A más de 40 años del asesinato de John Lennon, su asesino confeso, Mark David Chapman, reveló la verdadera motivación detrás del crimen. La confesión tuvo lugar el pasado agosto, durante su más reciente audiencia para evaluar una posible libertad condicional. Chapman, quien actualmente tiene 70 años, detalló ante la junta por qué decidió acabar con la vida del icónico músico en diciembre de 1980.

Durante la audiencia, Chapman admitió que la búsqueda de notoriedad fue la única razón de sus actos. «Mi crimen fue completamente egoísta. Esto fue para mí y sólo para mí, y tuvo todo que ver con su popularidad», declaró el recluso. Chapman explicó que buscaba la fama instantánea al atacar a una de las figuras más célebres del mundo, y aprovechó la instancia para pedir perdón a la familia de Lennon y a sus fans.

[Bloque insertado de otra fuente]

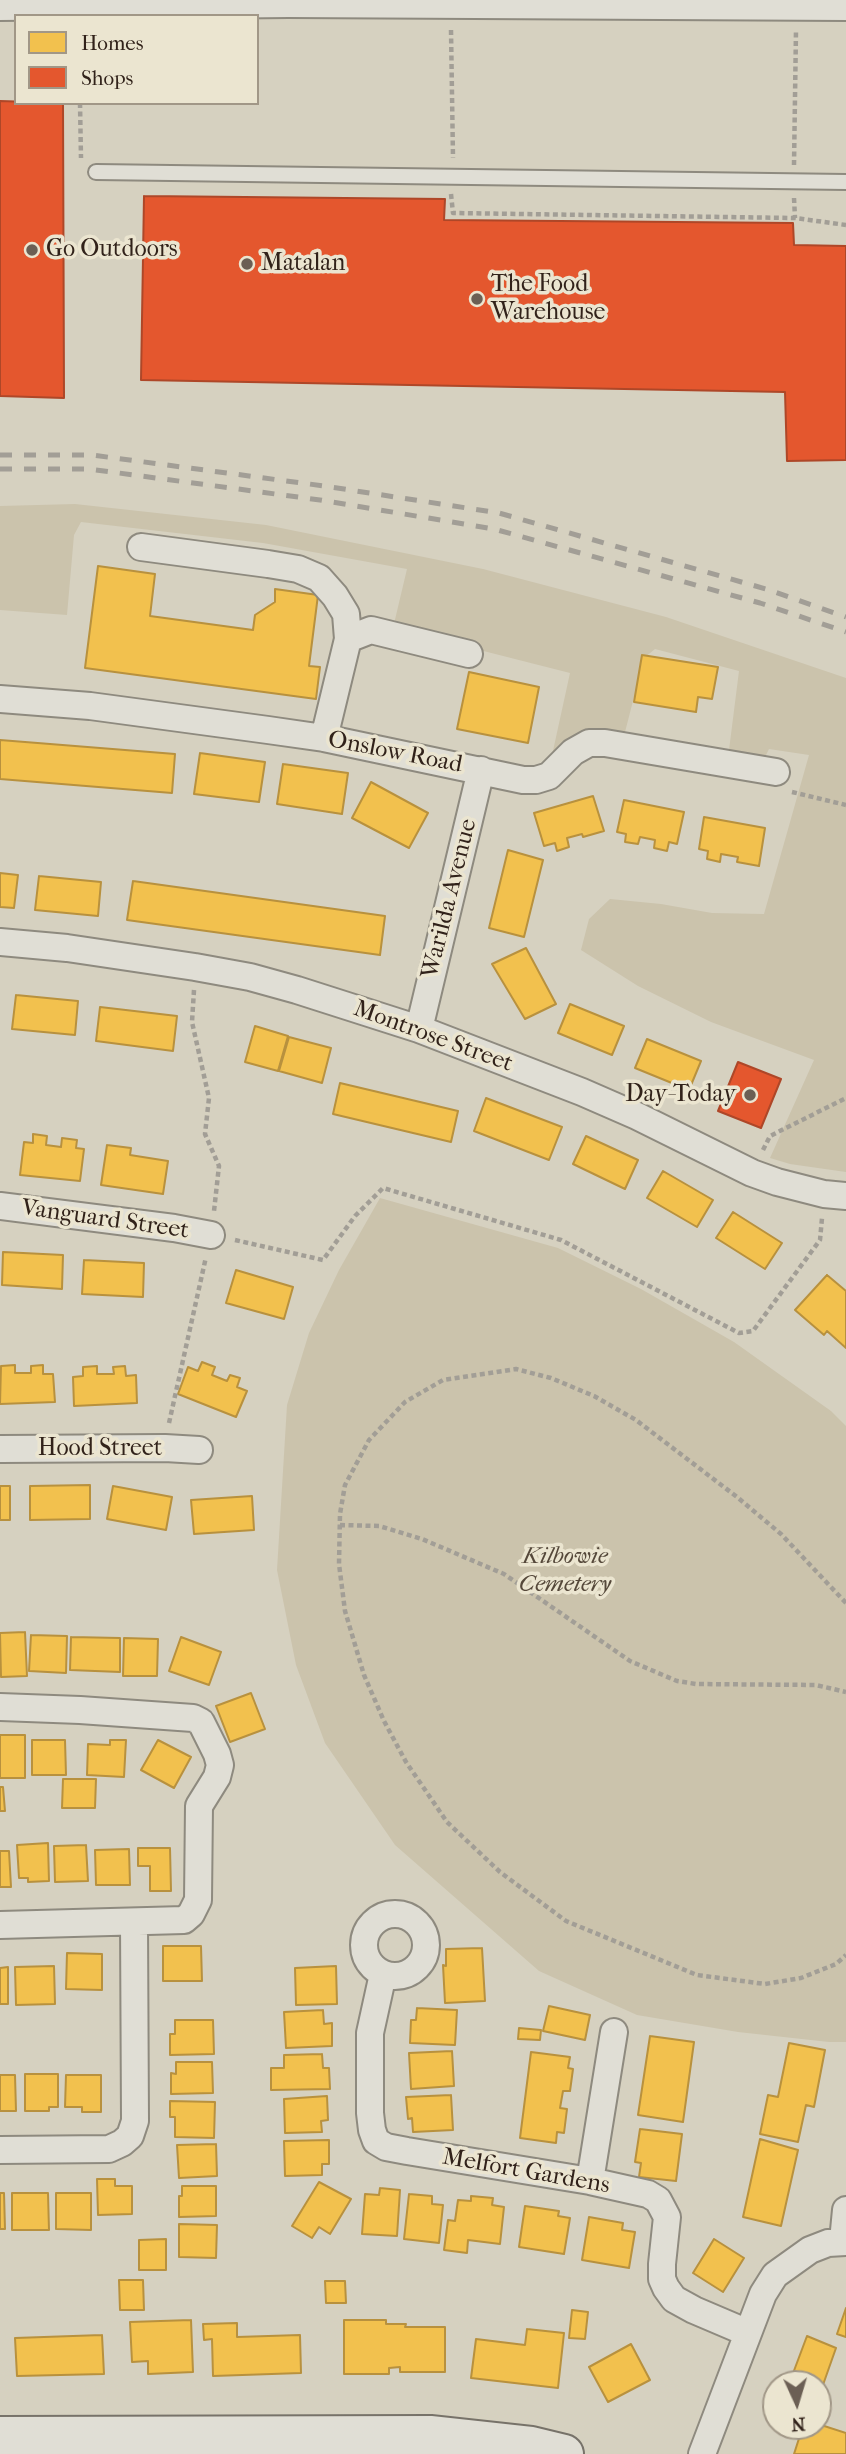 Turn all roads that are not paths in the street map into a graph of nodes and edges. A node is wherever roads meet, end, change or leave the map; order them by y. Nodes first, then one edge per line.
1 (0, 7) edge
2 (846, 8) edge
3 (96, 172) dead end
4 (846, 182) edge
5 (141, 547) dead end
6 (348, 639) junction
7 (469, 654) dead end
8 (0, 699) edge
9 (324, 738) junction
10 (481, 770) junction
11 (776, 772) road end
12 (0, 942) edge
13 (419, 1029) junction
14 (835, 1195) edge
15 (0, 1206) edge
16 (211, 1235) road end
17 (0, 1449) edge
18 (199, 1450) dead end
19 (0, 1707) edge
20 (134, 1923) junction
21 (0, 1925) edge
22 (383, 1974) dead end
23 (614, 2032) dead end
24 (0, 2150) edge
25 (590, 2181) junction
26 (846, 2210) edge
27 (844, 2241) edge
28 (748, 2333) junction
29 (0, 2436) edge
30 (564, 2454) edge
31 (702, 2454) edge

1 - 2 street
3 - 4 lane
5 - 6 street
6 - 7 street
6 - 9 street
8 - 9 street, Onslow Road
9 - 10 street, Onslow Road
10 - 11 street, Onslow Road
10 - 13 street, Warilda Avenue
12 - 13 street, Montrose Street
13 - 14 street, Montrose Street
15 - 16 street, Vanguard Street
17 - 18 street, Hood Street
19 - 20 street
20 - 21 street
20 - 24 street
22 - 25 street, Melfort Gardens
23 - 25 street
25 - 28 street, Melfort Gardens
26 - 27 street
27 - 28 street
28 - 31 street
29 - 30 main road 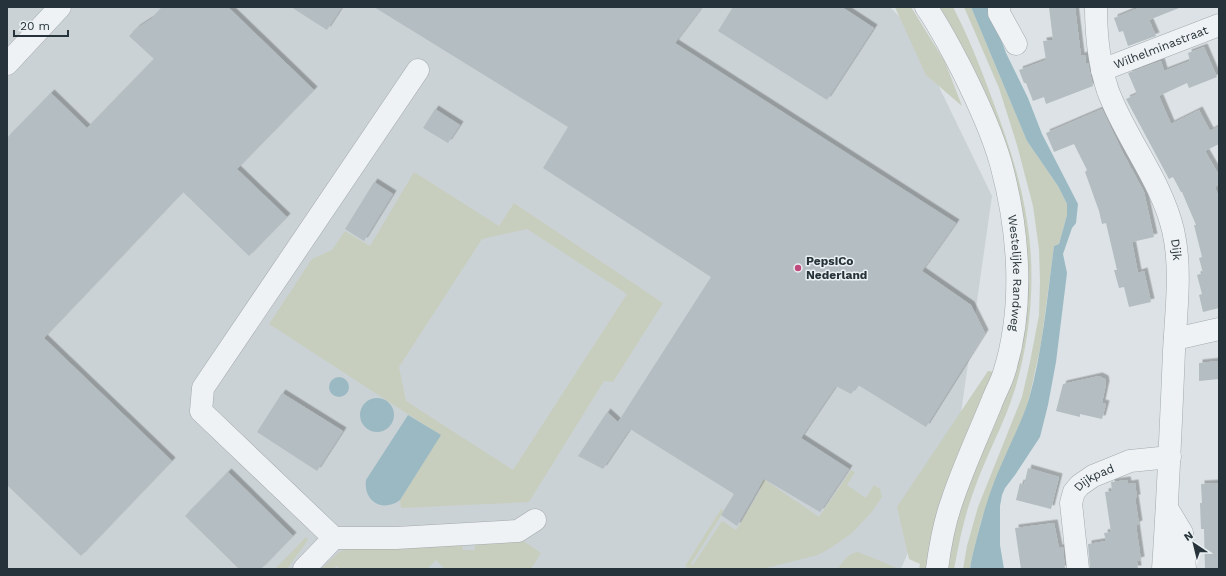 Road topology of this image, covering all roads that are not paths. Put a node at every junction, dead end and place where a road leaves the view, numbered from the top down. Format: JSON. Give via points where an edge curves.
{"nodes":[{"id":1,"x":60,"y":7,"type":"edge"},
{"id":2,"x":926,"y":7,"type":"edge"},
{"id":3,"x":999,"y":7,"type":"edge"},
{"id":4,"x":1096,"y":7,"type":"edge"},
{"id":5,"x":1219,"y":25,"type":"edge"},
{"id":6,"x":1016,"y":44,"type":"dead end"},
{"id":7,"x":7,"y":64,"type":"edge"},
{"id":8,"x":418,"y":70,"type":"dead end"},
{"id":9,"x":1102,"y":70,"type":"junction"},
{"id":10,"x":1219,"y":328,"type":"edge"},
{"id":11,"x":1175,"y":339,"type":"junction"},
{"id":12,"x":1170,"y":457,"type":"junction"},
{"id":13,"x":1167,"y":508,"type":"junction"},
{"id":14,"x":535,"y":520,"type":"dead end"},
{"id":15,"x":334,"y":538,"type":"junction"},
{"id":16,"x":304,"y":569,"type":"edge"},
{"id":17,"x":937,"y":569,"type":"edge"},
{"id":18,"x":1078,"y":569,"type":"edge"},
{"id":19,"x":1163,"y":569,"type":"edge"},
{"id":20,"x":1185,"y":569,"type":"edge"}],
"edges":[{"from":1,"to":7,"type":"street"},
{"from":2,"to":17,"type":"street","name":"Westelijke Randweg","via":[[954,53],[989,130],[1001,163],[1017,252],[1014,322],[1004,373],[952,501],[941,540]]},
{"from":3,"to":6,"type":"street","via":[[999,13]]},
{"from":4,"to":9,"type":"street","name":"Dijk","via":[[1097,39]]},
{"from":5,"to":9,"type":"street","name":"Wilhelminastraat"},
{"from":8,"to":15,"type":"street","via":[[203,388],[201,412]]},
{"from":9,"to":11,"type":"street","name":"Dijk","via":[[1108,91],[1160,192],[1172,225],[1178,263]]},
{"from":10,"to":11,"type":"street"},
{"from":11,"to":12,"type":"street","name":"Dijk"},
{"from":12,"to":13,"type":"street","name":"Dijk"},
{"from":12,"to":18,"type":"street","name":"Dijkpad","via":[[1130,461],[1093,476],[1074,492],[1071,503]]},
{"from":13,"to":19,"type":"street","name":"Dijk"},
{"from":13,"to":20,"type":"street","via":[[1182,533]]},
{"from":14,"to":15,"type":"street","via":[[518,531],[396,538]]},
{"from":15,"to":16,"type":"street"}]} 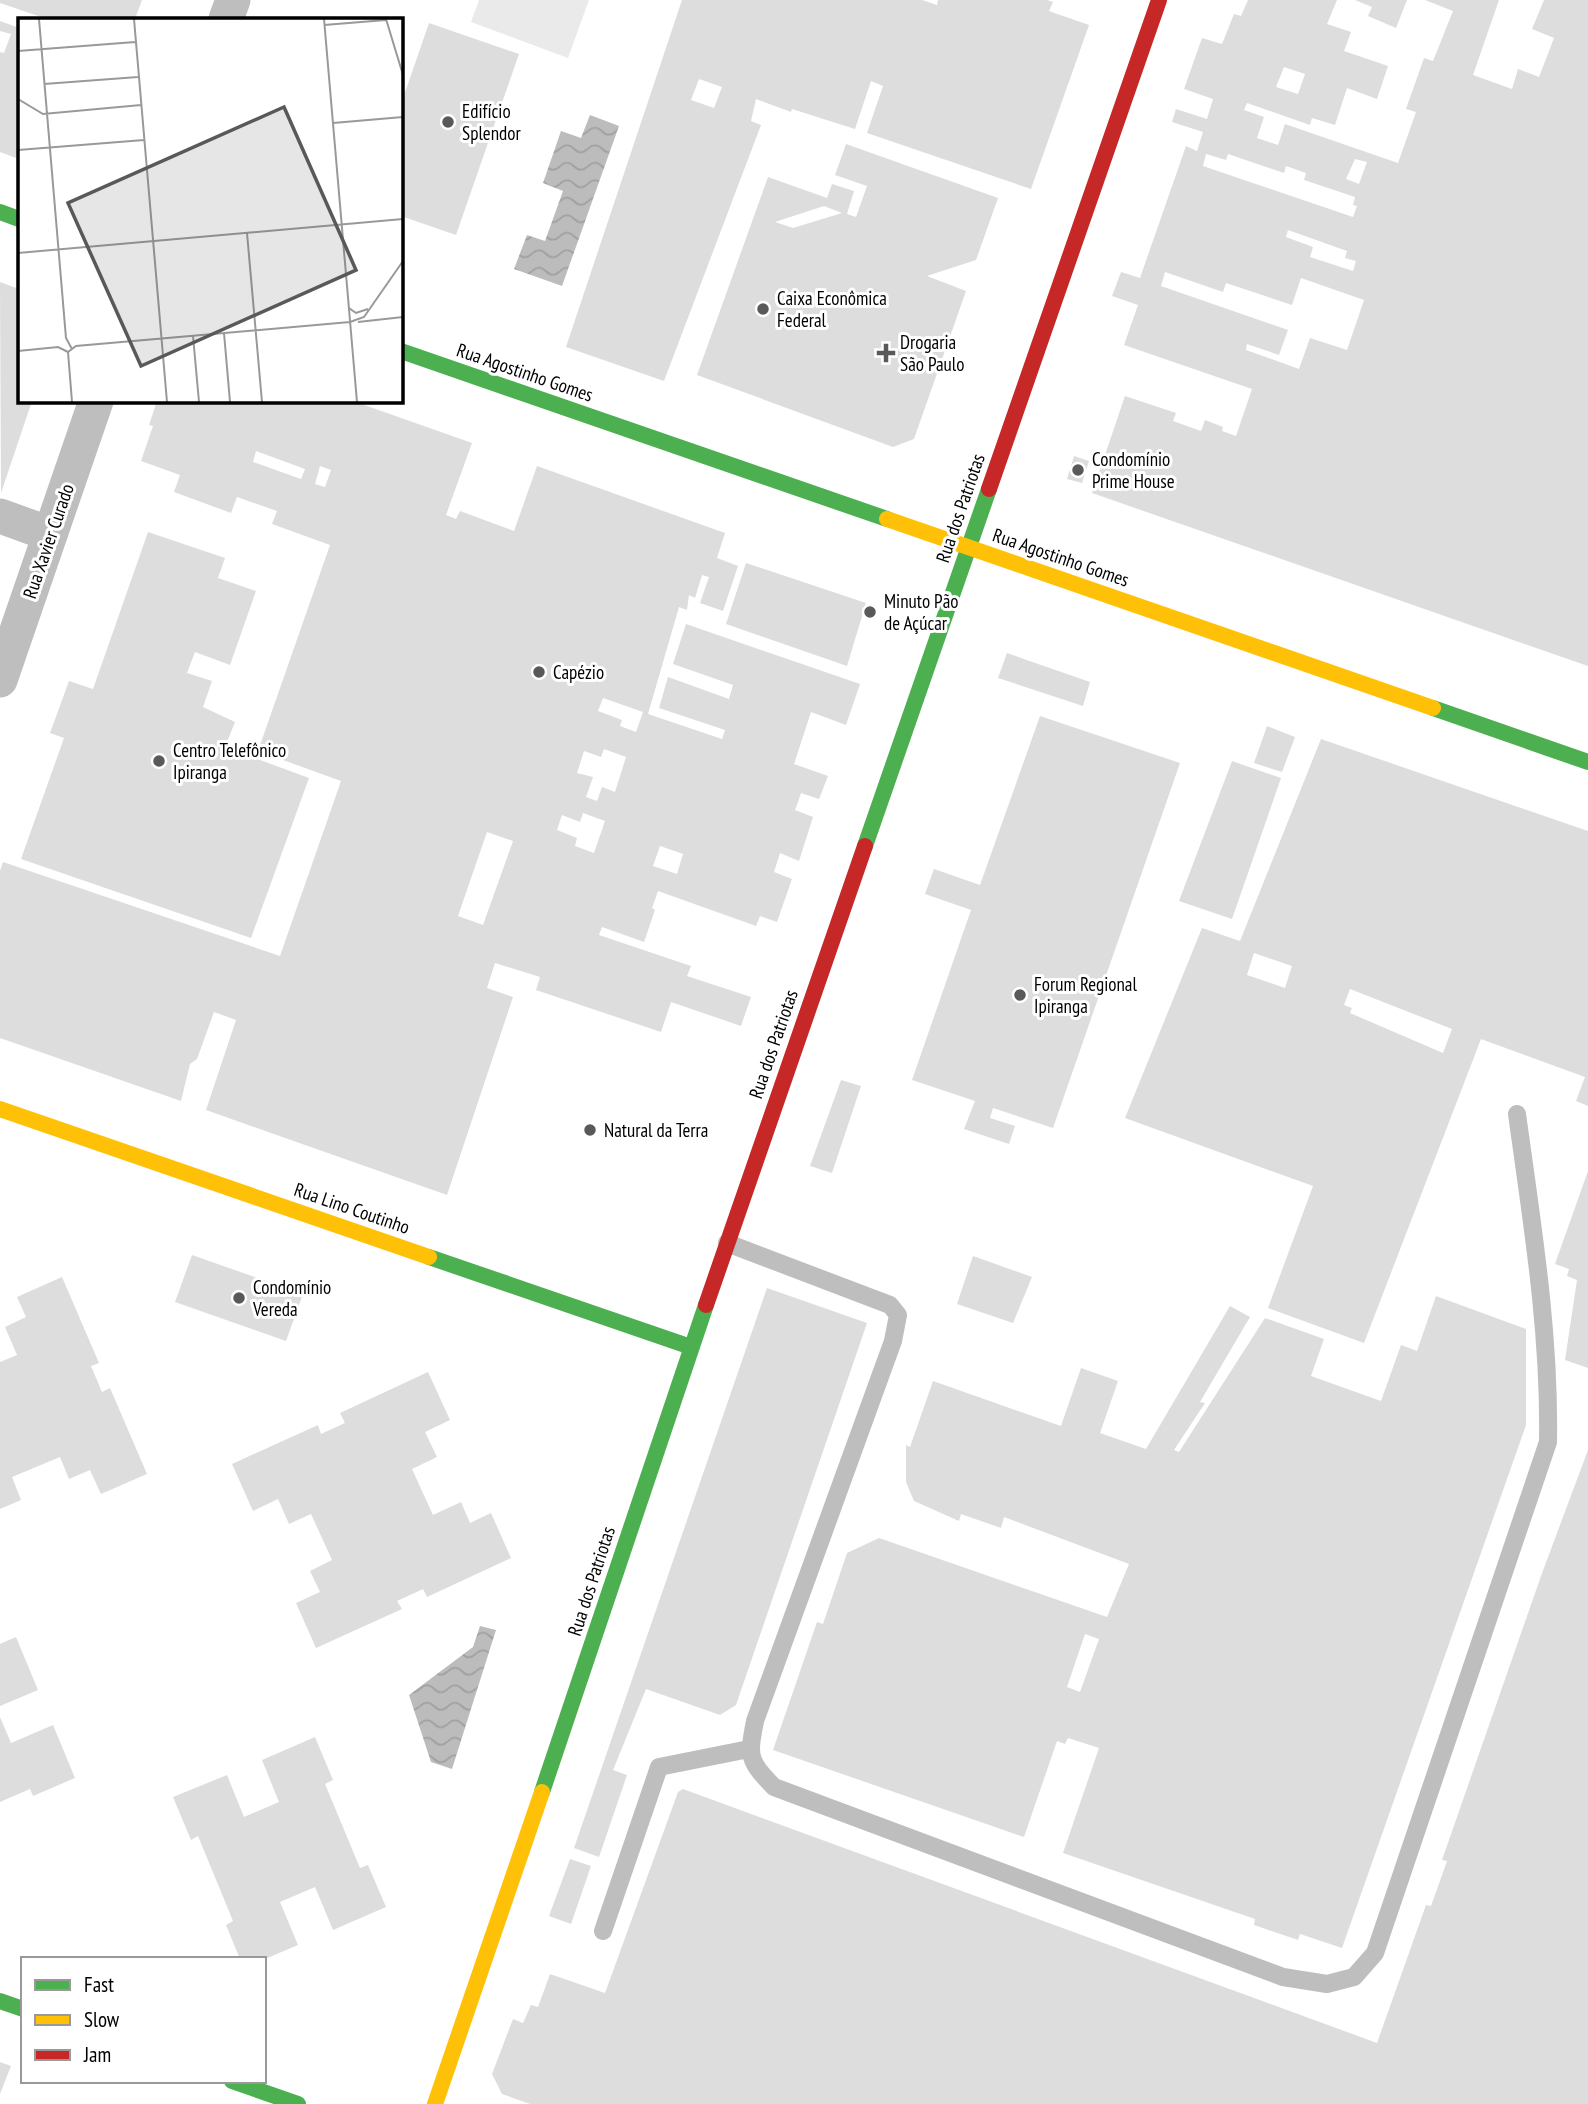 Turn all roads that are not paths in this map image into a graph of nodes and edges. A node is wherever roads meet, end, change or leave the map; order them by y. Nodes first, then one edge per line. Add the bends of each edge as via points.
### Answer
1 (233, 0) edge
2 (1159, 0) edge
3 (226, 18) edge
4 (0, 212) edge
5 (18, 219) edge
6 (402, 351) edge
7 (96, 402) edge
8 (0, 516) edge
9 (50, 534) junction
10 (968, 547) junction
11 (0, 680) edge
12 (1588, 762) edge
13 (0, 1109) edge
14 (1517, 1114) dead end
15 (727, 1243) junction
16 (691, 1347) junction
17 (749, 1749) junction
18 (603, 1931) dead end
19 (0, 2001) edge
20 (21, 2008) edge
21 (238, 2083) edge
22 (298, 2104) edge
23 (435, 2104) edge

1 - 3 street
2 - 10 main road, Rua dos Patriotas
4 - 5 main road
6 - 10 main road, Rua Agostinho Gomes
7 - 9 street, Rua Xavier Curado
8 - 9 street
9 - 11 street, Rua Xavier Curado
10 - 12 main road, Rua Agostinho Gomes
10 - 15 main road, Rua dos Patriotas
13 - 16 main road, Rua Lino Coutinho
14 - 17 lane via 1544,1317 1548,1442 1375,1953 1354,1977 1327,1984 1283,1977 787,1792 774,1787 757,1769
15 - 16 main road, Rua dos Patriotas
15 - 17 lane via 890,1305 898,1315 894,1341 755,1721
16 - 23 main road, Rua dos Patriotas
17 - 18 lane via 659,1766
19 - 20 main road
21 - 22 main road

Pese a la confesión y la solicitud de disculpas, la junta de libertad condicional determinó que Chapman debe permanecer en prisión. El juzgado consideró que en las palabras del asesino no existía un arrepentimiento genuino por el crimen cometido. Por lo tanto, le fue negada la libertad, continuando así su condena tras más de cuatro décadas encarcelado.